The largest field of conflict between the standards and consequent views and favored policies of the academic interests and those associated with administrative measures is that of educational provisions. It is true that the divergence is more commonly partial than total; yet cumulatively it is momentous,—a chronic if not acute ailment. It is not easy to illustrate it without becoming tedious. I shall choose a phase in which the public is interested. How does it affect the student, the manner of life which he is invited to lead; the influences to which he is exposed; the curriculum to which in theory he is subjected and in practise too commonly orders by devising a mingled à la carte and table d'hôte menu not contemplated in any well-designed European or American plan of education. His very presence in college or in a particular college may be a result in which the administrative emphasis has been a cause; for there are so many of him (or her) that are in college without due warrant of present fitness and future benefit. The bidding for numbers is part of the system that operates to the disadvantage of standards; for the size (not the quality) of the share of the annual freshman crop, when reported, affects the rating in the educational Bradstreet. Prosperity is statistically measured; hence the desire for more buildings and costly ones; for more instructors, many of them occupied in work that the college should require and not provide; and more and more students who must be attracted towards the local Athenopolis and away from the rival one. Accordingly the hills are all reduced to easy grades and new democratic (not royal) roads to learning are laid out for those who do not like the old ones. Requirements are set not to what collegians should learn but to what they will; as at the circus the strip of bunting is held ostentatiously high until the horse with its fair burden is about to jump, when it is inconspicuously accommodated to the possible performance. Still more fatal is the continuance of a like spirit within the college; competition is encouraged for large classes and big departments; each professor bids for students, and students have the air of patronage when they choose the

wares on his counter. It is difficult to have one e) r e on popularity and the other on scholarship and retain a concentrated attention. A confessional questionnaire upon the motives operative in electing studies would reveal family secrets, difficult to reconcile with the lofty provisions and disinterested opportunities of the catalogue.
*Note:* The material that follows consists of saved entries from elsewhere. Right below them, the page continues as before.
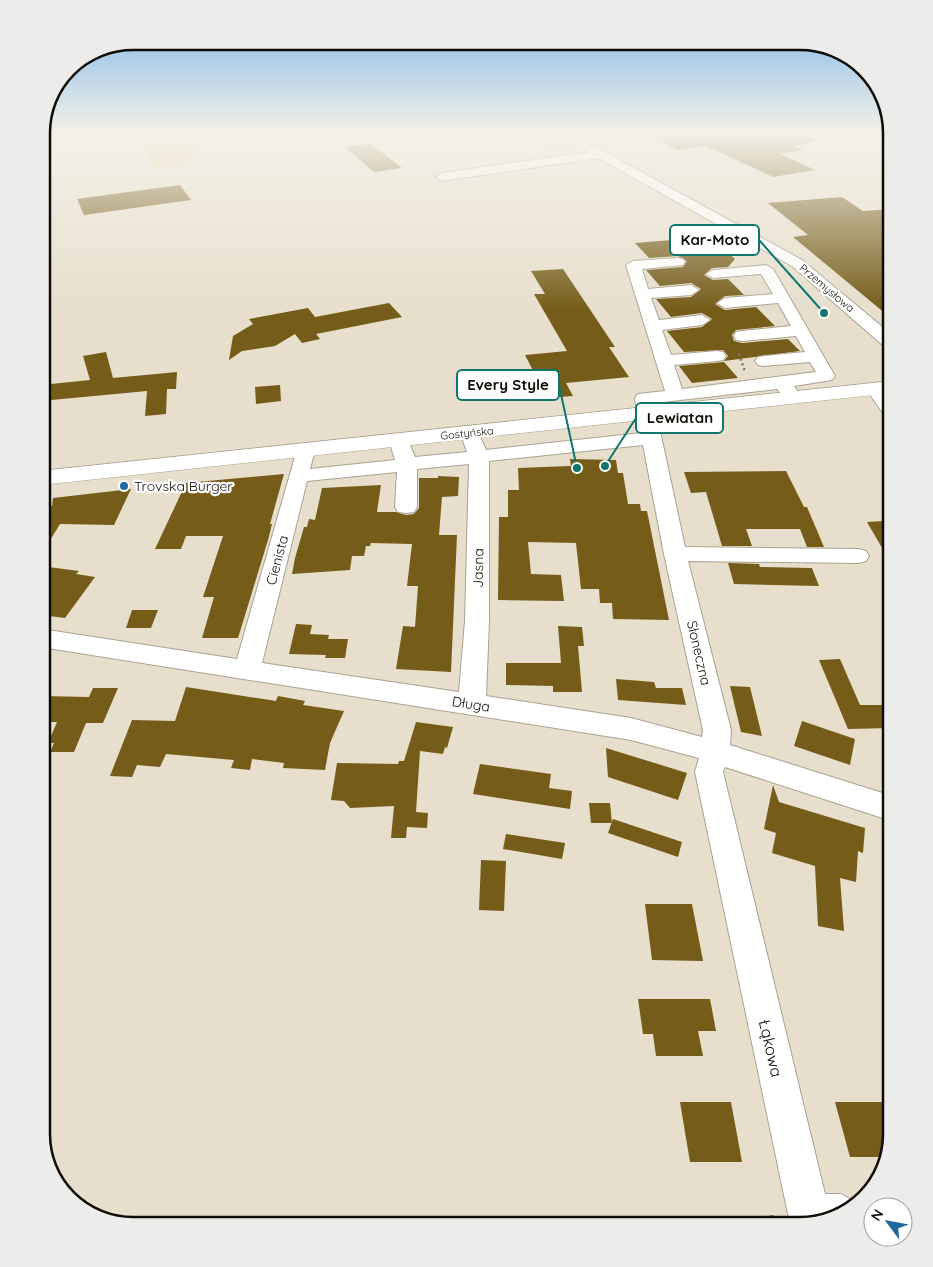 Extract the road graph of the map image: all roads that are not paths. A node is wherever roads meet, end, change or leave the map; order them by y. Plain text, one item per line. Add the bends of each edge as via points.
1 (668, 192) edge
2 (678, 262) dead end
3 (713, 274) dead end
4 (691, 290) dead end
5 (643, 294) junction
6 (782, 298) junction
7 (725, 303) dead end
8 (702, 320) dead end
9 (652, 326) junction
10 (802, 330) junction
11 (883, 336) edge
12 (739, 342) road end
13 (717, 356) dead end
14 (816, 356) junction
15 (664, 361) junction
16 (764, 361) dead end
17 (883, 388) edge
18 (787, 390) junction
19 (674, 394) junction
20 (646, 413) junction
21 (470, 432) junction
22 (651, 438) junction
23 (399, 440) junction
24 (306, 450) junction
25 (479, 456) junction
26 (407, 464) junction
27 (299, 476) junction
28 (50, 477) edge
29 (406, 507) dead end
30 (675, 554) junction
31 (858, 556) dead end
32 (50, 639) edge
33 (247, 670) junction
34 (472, 704) junction
35 (715, 752) junction
36 (883, 806) edge
37 (825, 1213) edge

1 - 11 street, Przemysłowa via 797,263
2 - 5 street via 633,265
3 - 6 street via 766,269
4 - 5 street
5 - 9 street
6 - 7 street
6 - 10 street
8 - 9 street
9 - 15 street
10 - 12 street
10 - 14 street
13 - 15 street
14 - 16 street
14 - 18 street via 826,376
15 - 19 street
17 - 18 main road, Gostyńska
18 - 19 street via 757,386
18 - 20 main road, Gostyńska
19 - 20 street via 644,398
20 - 21 main road, Gostyńska
20 - 22 street, Słoneczna
21 - 23 main road, Gostyńska
21 - 25 street, Jasna
22 - 25 street
22 - 30 street, Słoneczna
23 - 24 main road, Gostyńska
23 - 26 street
24 - 27 street, Cienista
24 - 28 main road, Gostyńska
25 - 26 street
25 - 34 street, Jasna via 477,621
26 - 27 street
26 - 29 street
27 - 33 street, Cienista
30 - 31 street
30 - 35 street, Słoneczna via 717,730
32 - 33 street, Długa
33 - 34 street, Długa
34 - 35 street, Długa via 631,729
35 - 36 street, Długa
35 - 37 street, Łąkowa via 709,772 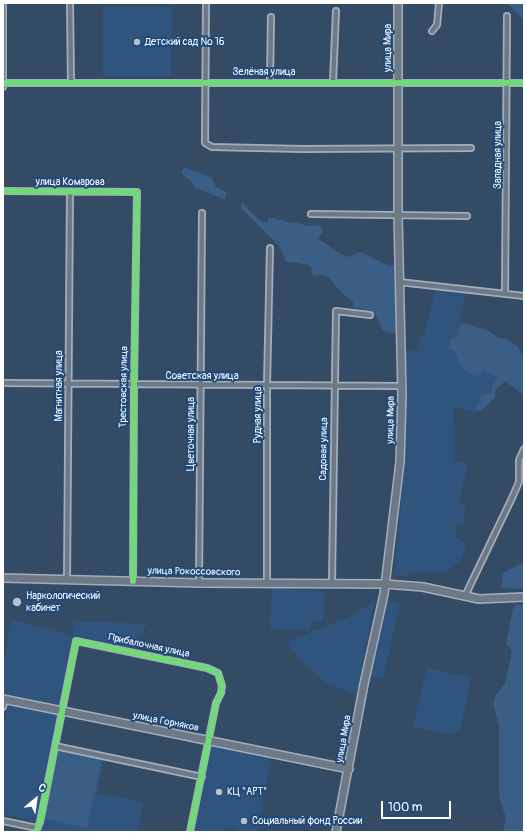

Involved in this rivalry, friendly in appearance, deadly in effect, is the intrusion of over-practical, quasi-professional interests, to the disparagement of discipline and cultural ideals. It is as though the course of the ship of education were determined by consulting the passengers. Advertising looms large and boosts the bigness that brings revenues and responds to administrative ambitions. The general consequence, I contend, is that the policies pursued, the measures adopted, that determine what students do at college and how they do it, and what they fail to do, neither truly nor adequately reflect the intent, the wisdom, the influence of those to whom they rightly look for guidance. Let me concede at once that some of the above trends are within limits legitimate and helpful, and again that in considerable measure they are not wholly or predominantly due to the administrative influence. None the less the administrative emphasis must be charged with a large responsibility for the excess to which the natural derogations of youth have been permitted to expand.[5] The administrators have held the balance of power; they have ruled by overruling; or by yielding where resistance was demanded. If theirs is the pride, theirs is also the shame.

There can be no doubt that college life is generally and severely criticized. The perspective of student activities seems to the casual as to the close observer sadly out of joint; and this extends to more than the fact that for news of the colleges one must turn to the prismatic sporting pages of enterprising dailies. The query whether the collegiate side-shows have not eclipsed the business carried on in the main tent, if carried further, may lead to similar revelations as to the altered spirit of the performance in the academic arena. The arraignment is long and severe: students have no intellectual interests, no application, no knowledge of essentials, no ability to apply what they assimilate; they are flabby, they dawdle, they fritter and frivol, they contemn the grind, they miseducate the studious, they seek proficiency in stunts, they drift to the soft and circumvent the hard; undertrained and overtaught, they are coddled and spoon-fed and served where they should be serving; and they get their degree for a quality of work which in an office would cost them their jobs. You may read it seriously and impressively set down in Mr. Flexner's "The American College"; you may read it no less forcibly if more indulgently recorded in Mr. Gayley's "Idols"; you may find it undisguised in Mr. Dooley's satire, and dramatically staged in "Stover at Yale." Parents are uneasy about the value of it all when their sons are in college (parenthetically with some one's else daughters); their worldly employers question it more pragmatically when college days are over. Alumni are divided between an indulgent retrospective loyalty and the enlightenment of maturer wisdom. All this smoke points to a constantly smouldering dissatisfaction, bursting occasionally into a flame of protest. Doubtless the causes of the situation so variously complained of, like the causes of the high rate of living, are both deep and wide. Yet it seems clear that things would not have drifted so rapidly nor so far, if the machinery of the university had been made more directly responsive to the educational sentiment. It is not so much a question of conservative or liberal, of standpatter or progressive. It is a question of a proper perspective and of the power to enforce it—of foreground and background, of what shall be put first and what second and what last.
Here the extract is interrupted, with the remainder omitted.